And that wasn't even my point as running his current setup is no huge concern really.  I said, for future upgrades.  That way his PSU is already covered.  What if he gets a 95w cpu, and a stronger graphics card that consumes more in the future?  Then he's screwed and needs to buy a new PSU again.


----------



## Okedokey

You only need to derate that PSU by 10 - 20W (10oC @ 1 - 2W per degree) due to its quality and rating.  Thats less than 1A.  Also, this PSU can provide the full 27/28A continuously, with no issues. 

Thirdly the OP asked for a PSU that will suit his current setup,now, for 30 - 40 bucks.  Within that boundary, this is fine.   And under that boundary, this PSU is no where near maxed.


----------



## 87dtna

3-4 amps away is no where near maxxed?  Uhh your 1200w PSU is like 35-40 amps away from max on the 12v rail you know that right?  A quality 850w PSU would power your rig no problem.  You're like the king of overkill and you only want to give him 3-4 amps of headroom?  wow.

A CPU upgrade alone could take that up, then he has no room for GPU upgrade.

I think you are arguing with me just to disagree with anything I say.  Because you suggesting a non overkill PSU just doesn't fit your MO.


His best bet is to watch the classifieds and snag a decent PSU for cheap there.  Konsole has a 500w antec earthwatts (great PSU) for $40 shipped right now-

http://www.computerforum.com/203441-c2d-e8400-2gb-ddr2-hd-4870-gpu-asrock-775-mobo-500-w-antec.html

Thats such a good deal that honestly I might buy it if the OP doesn't.  Thats the older model earthwatts when seasonic was building them, great quality PSU.


----------



## Okedokey

You are correct about the Antec PSU being decent, however its second hand, in a basically unknown condition and without warranty.  Its not a good deal, because for $9 more you can get the CX500 which has:

* A higher order ATX specification
* A much larger fan = better cooling and quieter
* Various protection circuits not found in the older seasonic build
* A 3 year warranty - not included in your second hand unit

For $9 -  much smarter purcahse than some second hand unit - regardless of what it could do when new.

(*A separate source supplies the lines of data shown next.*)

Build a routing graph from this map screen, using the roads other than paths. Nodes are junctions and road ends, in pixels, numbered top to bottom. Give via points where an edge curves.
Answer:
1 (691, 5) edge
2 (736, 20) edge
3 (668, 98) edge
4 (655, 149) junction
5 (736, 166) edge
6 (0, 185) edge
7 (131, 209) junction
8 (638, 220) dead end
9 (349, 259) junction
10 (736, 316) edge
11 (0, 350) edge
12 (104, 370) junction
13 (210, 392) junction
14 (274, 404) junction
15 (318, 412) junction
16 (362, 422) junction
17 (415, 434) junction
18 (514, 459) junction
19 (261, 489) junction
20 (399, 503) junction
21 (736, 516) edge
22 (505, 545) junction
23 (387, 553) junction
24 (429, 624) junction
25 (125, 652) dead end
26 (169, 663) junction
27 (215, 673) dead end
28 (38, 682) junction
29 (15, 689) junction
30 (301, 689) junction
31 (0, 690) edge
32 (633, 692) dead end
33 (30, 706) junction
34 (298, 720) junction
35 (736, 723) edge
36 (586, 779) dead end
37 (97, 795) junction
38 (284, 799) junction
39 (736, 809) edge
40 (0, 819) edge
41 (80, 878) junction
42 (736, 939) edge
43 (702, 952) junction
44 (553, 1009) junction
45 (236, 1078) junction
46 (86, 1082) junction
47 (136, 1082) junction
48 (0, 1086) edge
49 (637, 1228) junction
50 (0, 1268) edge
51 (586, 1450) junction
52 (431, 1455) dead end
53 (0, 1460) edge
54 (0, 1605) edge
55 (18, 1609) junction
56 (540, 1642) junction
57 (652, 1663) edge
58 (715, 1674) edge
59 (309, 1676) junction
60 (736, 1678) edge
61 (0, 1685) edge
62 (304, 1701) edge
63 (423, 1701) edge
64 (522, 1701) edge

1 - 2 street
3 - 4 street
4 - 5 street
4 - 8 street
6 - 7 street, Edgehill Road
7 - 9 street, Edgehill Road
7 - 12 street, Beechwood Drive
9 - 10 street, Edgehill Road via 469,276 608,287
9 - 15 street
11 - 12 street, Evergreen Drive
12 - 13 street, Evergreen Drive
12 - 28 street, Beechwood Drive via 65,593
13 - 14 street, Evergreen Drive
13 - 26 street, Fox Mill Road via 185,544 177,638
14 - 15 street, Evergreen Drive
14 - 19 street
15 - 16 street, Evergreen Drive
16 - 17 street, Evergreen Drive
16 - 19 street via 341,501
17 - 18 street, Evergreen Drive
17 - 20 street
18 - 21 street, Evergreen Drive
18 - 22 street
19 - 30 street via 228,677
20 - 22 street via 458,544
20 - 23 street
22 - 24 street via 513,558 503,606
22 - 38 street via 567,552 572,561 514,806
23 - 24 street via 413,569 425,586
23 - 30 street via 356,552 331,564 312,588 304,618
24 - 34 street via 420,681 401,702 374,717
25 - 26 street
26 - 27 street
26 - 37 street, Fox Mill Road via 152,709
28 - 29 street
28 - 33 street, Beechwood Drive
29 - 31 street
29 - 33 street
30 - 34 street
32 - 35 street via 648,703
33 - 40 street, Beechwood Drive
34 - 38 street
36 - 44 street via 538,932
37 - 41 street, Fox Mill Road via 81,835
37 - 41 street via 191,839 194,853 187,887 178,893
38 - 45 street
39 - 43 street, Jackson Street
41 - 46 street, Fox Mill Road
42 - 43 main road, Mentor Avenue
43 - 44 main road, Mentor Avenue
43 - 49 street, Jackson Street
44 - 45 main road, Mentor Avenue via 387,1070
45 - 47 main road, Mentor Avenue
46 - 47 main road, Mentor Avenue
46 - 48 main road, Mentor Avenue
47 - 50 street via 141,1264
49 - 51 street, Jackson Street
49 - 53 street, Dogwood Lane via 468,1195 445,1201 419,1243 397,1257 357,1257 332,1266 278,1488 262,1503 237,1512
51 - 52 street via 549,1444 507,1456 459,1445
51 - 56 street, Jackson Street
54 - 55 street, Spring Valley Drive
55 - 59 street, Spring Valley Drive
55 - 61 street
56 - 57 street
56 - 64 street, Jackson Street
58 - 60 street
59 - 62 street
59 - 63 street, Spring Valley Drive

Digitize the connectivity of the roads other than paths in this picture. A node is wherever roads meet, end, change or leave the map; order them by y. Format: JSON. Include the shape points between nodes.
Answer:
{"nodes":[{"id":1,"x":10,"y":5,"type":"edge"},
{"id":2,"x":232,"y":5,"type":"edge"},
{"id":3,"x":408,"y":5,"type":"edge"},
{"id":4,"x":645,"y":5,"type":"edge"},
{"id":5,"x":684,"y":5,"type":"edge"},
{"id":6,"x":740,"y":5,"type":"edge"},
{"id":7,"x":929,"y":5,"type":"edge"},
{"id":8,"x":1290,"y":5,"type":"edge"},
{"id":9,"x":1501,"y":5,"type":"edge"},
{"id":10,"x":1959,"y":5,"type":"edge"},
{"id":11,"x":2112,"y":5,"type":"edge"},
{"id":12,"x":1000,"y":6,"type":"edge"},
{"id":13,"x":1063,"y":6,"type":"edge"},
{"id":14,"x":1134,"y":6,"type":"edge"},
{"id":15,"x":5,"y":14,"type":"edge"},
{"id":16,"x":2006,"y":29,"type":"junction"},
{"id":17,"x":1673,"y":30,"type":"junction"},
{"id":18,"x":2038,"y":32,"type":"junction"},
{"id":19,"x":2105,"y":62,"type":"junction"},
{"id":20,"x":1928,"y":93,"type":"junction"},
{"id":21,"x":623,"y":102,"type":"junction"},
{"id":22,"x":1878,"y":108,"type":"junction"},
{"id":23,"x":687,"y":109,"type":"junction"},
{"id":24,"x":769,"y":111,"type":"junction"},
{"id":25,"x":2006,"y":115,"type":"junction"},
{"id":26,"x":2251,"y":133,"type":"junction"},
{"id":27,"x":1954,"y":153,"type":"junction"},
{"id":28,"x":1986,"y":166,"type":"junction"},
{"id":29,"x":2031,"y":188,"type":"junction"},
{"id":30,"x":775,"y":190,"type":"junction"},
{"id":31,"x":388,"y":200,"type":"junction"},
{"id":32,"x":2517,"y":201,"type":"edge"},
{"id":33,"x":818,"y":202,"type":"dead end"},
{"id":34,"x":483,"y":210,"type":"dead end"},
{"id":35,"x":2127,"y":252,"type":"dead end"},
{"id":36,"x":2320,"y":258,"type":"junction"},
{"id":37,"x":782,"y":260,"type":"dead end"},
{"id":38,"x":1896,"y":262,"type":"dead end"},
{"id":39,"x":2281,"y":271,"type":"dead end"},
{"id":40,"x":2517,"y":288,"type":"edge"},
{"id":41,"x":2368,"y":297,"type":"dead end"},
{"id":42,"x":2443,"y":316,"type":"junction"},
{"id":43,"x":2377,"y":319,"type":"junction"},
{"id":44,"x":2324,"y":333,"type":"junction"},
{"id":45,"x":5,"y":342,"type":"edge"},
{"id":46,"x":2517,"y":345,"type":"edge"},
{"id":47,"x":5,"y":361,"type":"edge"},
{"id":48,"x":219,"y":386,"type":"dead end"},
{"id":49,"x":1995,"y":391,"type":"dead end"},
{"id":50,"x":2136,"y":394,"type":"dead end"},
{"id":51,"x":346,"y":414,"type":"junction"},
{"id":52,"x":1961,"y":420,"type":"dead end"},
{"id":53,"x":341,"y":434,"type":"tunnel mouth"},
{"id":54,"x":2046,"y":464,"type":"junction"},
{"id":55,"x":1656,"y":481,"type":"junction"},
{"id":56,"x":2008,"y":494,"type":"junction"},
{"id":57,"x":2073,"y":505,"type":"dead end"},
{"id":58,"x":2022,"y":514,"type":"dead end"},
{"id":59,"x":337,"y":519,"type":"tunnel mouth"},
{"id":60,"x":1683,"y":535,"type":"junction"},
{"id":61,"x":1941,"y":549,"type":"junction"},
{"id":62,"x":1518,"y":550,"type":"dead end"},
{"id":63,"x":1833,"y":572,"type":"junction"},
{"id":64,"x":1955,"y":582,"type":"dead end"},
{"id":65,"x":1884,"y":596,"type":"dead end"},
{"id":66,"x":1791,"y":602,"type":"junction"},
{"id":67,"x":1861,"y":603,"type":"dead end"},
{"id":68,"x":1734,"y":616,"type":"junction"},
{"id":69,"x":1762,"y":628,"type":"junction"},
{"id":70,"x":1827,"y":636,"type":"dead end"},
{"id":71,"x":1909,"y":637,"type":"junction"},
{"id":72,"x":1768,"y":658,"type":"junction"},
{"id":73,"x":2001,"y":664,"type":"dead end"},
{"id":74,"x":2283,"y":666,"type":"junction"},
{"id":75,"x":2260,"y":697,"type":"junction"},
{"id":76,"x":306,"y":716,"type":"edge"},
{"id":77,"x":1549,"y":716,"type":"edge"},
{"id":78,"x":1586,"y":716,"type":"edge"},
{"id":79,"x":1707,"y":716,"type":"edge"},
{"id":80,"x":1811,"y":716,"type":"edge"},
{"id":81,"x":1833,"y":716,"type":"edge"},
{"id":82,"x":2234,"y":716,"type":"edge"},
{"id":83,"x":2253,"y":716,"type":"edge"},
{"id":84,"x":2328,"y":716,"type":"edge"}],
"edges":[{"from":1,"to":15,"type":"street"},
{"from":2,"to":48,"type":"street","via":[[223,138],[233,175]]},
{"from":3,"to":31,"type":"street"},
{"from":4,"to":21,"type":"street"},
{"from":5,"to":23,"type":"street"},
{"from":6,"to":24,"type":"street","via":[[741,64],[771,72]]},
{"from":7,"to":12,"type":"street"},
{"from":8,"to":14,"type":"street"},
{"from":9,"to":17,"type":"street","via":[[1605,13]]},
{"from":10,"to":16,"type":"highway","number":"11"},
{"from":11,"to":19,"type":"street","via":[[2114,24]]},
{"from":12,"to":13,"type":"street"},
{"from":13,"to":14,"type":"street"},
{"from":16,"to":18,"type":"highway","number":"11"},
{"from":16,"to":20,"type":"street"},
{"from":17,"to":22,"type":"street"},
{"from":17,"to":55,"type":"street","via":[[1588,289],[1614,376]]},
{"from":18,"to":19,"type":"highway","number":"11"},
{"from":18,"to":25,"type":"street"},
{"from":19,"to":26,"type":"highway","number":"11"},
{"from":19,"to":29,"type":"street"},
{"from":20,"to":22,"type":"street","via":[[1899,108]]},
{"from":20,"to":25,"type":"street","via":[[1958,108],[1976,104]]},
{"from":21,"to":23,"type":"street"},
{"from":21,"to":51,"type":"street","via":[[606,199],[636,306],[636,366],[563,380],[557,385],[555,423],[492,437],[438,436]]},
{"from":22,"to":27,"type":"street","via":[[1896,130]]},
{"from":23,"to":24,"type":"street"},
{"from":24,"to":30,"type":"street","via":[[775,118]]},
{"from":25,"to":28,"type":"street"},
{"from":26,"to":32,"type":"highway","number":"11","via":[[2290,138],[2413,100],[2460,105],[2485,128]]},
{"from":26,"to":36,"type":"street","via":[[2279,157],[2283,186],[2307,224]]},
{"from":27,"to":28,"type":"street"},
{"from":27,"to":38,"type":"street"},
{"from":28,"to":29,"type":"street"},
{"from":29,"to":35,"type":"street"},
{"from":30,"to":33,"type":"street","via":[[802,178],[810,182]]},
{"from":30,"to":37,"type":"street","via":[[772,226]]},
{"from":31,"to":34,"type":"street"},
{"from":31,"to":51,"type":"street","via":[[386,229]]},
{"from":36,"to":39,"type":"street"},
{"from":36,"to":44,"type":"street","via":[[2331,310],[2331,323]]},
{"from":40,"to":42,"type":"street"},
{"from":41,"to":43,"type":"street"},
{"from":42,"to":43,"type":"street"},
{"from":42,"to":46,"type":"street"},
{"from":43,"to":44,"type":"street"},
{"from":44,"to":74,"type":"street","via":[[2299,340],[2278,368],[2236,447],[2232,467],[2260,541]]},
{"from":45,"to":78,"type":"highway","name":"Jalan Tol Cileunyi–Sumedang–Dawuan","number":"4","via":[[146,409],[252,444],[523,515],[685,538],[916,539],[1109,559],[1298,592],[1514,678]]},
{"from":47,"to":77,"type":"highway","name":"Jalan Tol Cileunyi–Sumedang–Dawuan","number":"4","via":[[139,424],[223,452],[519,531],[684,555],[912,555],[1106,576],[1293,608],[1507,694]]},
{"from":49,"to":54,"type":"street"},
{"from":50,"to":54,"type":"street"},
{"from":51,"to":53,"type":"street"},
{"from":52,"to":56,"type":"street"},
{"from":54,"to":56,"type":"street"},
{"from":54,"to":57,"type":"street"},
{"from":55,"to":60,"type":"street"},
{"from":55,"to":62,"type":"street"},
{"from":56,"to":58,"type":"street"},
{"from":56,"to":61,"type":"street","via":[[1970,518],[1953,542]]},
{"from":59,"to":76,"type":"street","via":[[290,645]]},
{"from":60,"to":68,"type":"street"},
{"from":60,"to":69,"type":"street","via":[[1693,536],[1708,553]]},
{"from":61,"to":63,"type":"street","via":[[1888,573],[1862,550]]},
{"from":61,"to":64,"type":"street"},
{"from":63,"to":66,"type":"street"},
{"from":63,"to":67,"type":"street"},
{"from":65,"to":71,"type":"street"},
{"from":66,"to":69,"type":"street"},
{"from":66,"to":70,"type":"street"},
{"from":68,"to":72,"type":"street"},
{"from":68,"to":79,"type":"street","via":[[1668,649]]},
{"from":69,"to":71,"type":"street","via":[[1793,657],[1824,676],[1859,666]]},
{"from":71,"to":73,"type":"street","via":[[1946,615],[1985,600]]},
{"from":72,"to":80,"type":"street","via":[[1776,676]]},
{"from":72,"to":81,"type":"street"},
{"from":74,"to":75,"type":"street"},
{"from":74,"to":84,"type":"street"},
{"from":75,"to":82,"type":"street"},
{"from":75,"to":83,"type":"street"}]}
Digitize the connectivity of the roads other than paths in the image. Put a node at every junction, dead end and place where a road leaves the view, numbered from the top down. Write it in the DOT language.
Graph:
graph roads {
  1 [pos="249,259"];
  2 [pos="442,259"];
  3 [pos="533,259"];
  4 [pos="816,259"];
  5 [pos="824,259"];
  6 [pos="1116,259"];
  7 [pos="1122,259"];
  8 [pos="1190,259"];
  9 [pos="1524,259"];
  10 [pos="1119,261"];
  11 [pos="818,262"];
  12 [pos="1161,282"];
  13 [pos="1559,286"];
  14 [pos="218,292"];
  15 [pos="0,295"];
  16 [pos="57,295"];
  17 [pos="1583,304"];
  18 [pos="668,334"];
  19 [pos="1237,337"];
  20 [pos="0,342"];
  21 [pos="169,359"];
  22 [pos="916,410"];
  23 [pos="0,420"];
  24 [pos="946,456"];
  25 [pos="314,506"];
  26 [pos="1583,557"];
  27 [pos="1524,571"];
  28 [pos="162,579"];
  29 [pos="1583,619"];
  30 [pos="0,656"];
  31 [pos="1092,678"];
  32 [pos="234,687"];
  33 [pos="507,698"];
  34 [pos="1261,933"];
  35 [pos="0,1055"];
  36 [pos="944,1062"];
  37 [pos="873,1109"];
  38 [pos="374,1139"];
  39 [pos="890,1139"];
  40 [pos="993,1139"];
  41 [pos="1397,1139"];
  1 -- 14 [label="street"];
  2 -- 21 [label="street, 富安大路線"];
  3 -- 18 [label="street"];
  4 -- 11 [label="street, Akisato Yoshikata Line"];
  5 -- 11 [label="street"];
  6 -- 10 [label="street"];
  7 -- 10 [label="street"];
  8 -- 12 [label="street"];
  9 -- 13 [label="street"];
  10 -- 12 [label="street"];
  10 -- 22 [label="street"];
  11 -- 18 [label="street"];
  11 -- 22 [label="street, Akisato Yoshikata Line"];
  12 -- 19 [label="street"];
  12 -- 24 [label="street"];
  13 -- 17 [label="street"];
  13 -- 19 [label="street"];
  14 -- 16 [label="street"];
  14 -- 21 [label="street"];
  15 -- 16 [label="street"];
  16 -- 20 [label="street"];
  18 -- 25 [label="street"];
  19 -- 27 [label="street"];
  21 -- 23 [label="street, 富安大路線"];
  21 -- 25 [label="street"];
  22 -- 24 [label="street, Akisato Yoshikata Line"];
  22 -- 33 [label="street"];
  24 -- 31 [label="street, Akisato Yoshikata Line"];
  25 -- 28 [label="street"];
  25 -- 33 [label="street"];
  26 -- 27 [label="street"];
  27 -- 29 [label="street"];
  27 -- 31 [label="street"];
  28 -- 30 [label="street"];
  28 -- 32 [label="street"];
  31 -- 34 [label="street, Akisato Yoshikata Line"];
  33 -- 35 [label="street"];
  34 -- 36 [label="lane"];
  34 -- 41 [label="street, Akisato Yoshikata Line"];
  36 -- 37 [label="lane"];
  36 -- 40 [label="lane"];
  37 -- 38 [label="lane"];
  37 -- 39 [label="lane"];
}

You're right, if the OP wants head room, then the CX430 isn't the right PSU, but it certainly isn’t going to be maxed by the current build even if overclocked, and it is in the 35 - 40 dollar price point.  That was the brief.  In fact he could easily put in a GTX560ti, and using your calculations (finger in the air style), it would run fine.  And given games like BF3 don't give a rats about the CPU, it would play it great on high settings.  So it comes down to the OP.

I am answering his question.  I did about the cooler, I did about whether overclocking 'could' be done (no given current power limitations), and I am now about what PSU he can get that allows him to overclock for $40.  If the brief changes, and the budget goes up, then I would suggest something better, but until then...


----------



## 87dtna

Oh no, you are stooping to my level.  lol

In no way have I claimed anything false.  In your opinion, I have.  You seem to think you can back this up with facts, and I have proven you are plain wrong in your calculations (IE remember 10.2a on the 12v rail of the 500w psu by your calculations?) of PSU derating.

Putting that aside, I'm not sure where you get the figure of $9 more for the CX500.  First of all, you cannot count mail in rebates.  Half of the time you never get them back, 90% of the time they take FOREVER, and thirdly you must put out the expense upfront of that mail in rebate.
It's $59.99 (for some reason you truncated and call 99 cents 0, I call it a dollar), so the initial cost is $20 more than the corsair.  And also, lest you forget, there is an additional $2 for shipping on the corsair.  So the Antec for $40, a known working PSU and very high quality solid unit.  Or, $62 for the corsair with your fancy warranty (which by the way is 3 years not 5, and also it has a 120mm fan which according to you is insufficient).  So for all intents and purposes, the cx500 is $22 more, or more than 1/2 again the cost of the antec.

And for some reason you keep concerning yourself with this fan.  OMG, all of these PSU's are highly efficient and do not need a lot of airflow.  Stop beating the insignificant horse already.

And also, I can't for the life of me wonder why you are soooo concerned about having this warranty on such a good quality unit thats not gonna blow up his system like the cheap rosewill.



bigfellla said:


> You're right



lol


----------



## Koku

As I've already said, I will NOT be adding/upgrading anymore hardware for my current PC.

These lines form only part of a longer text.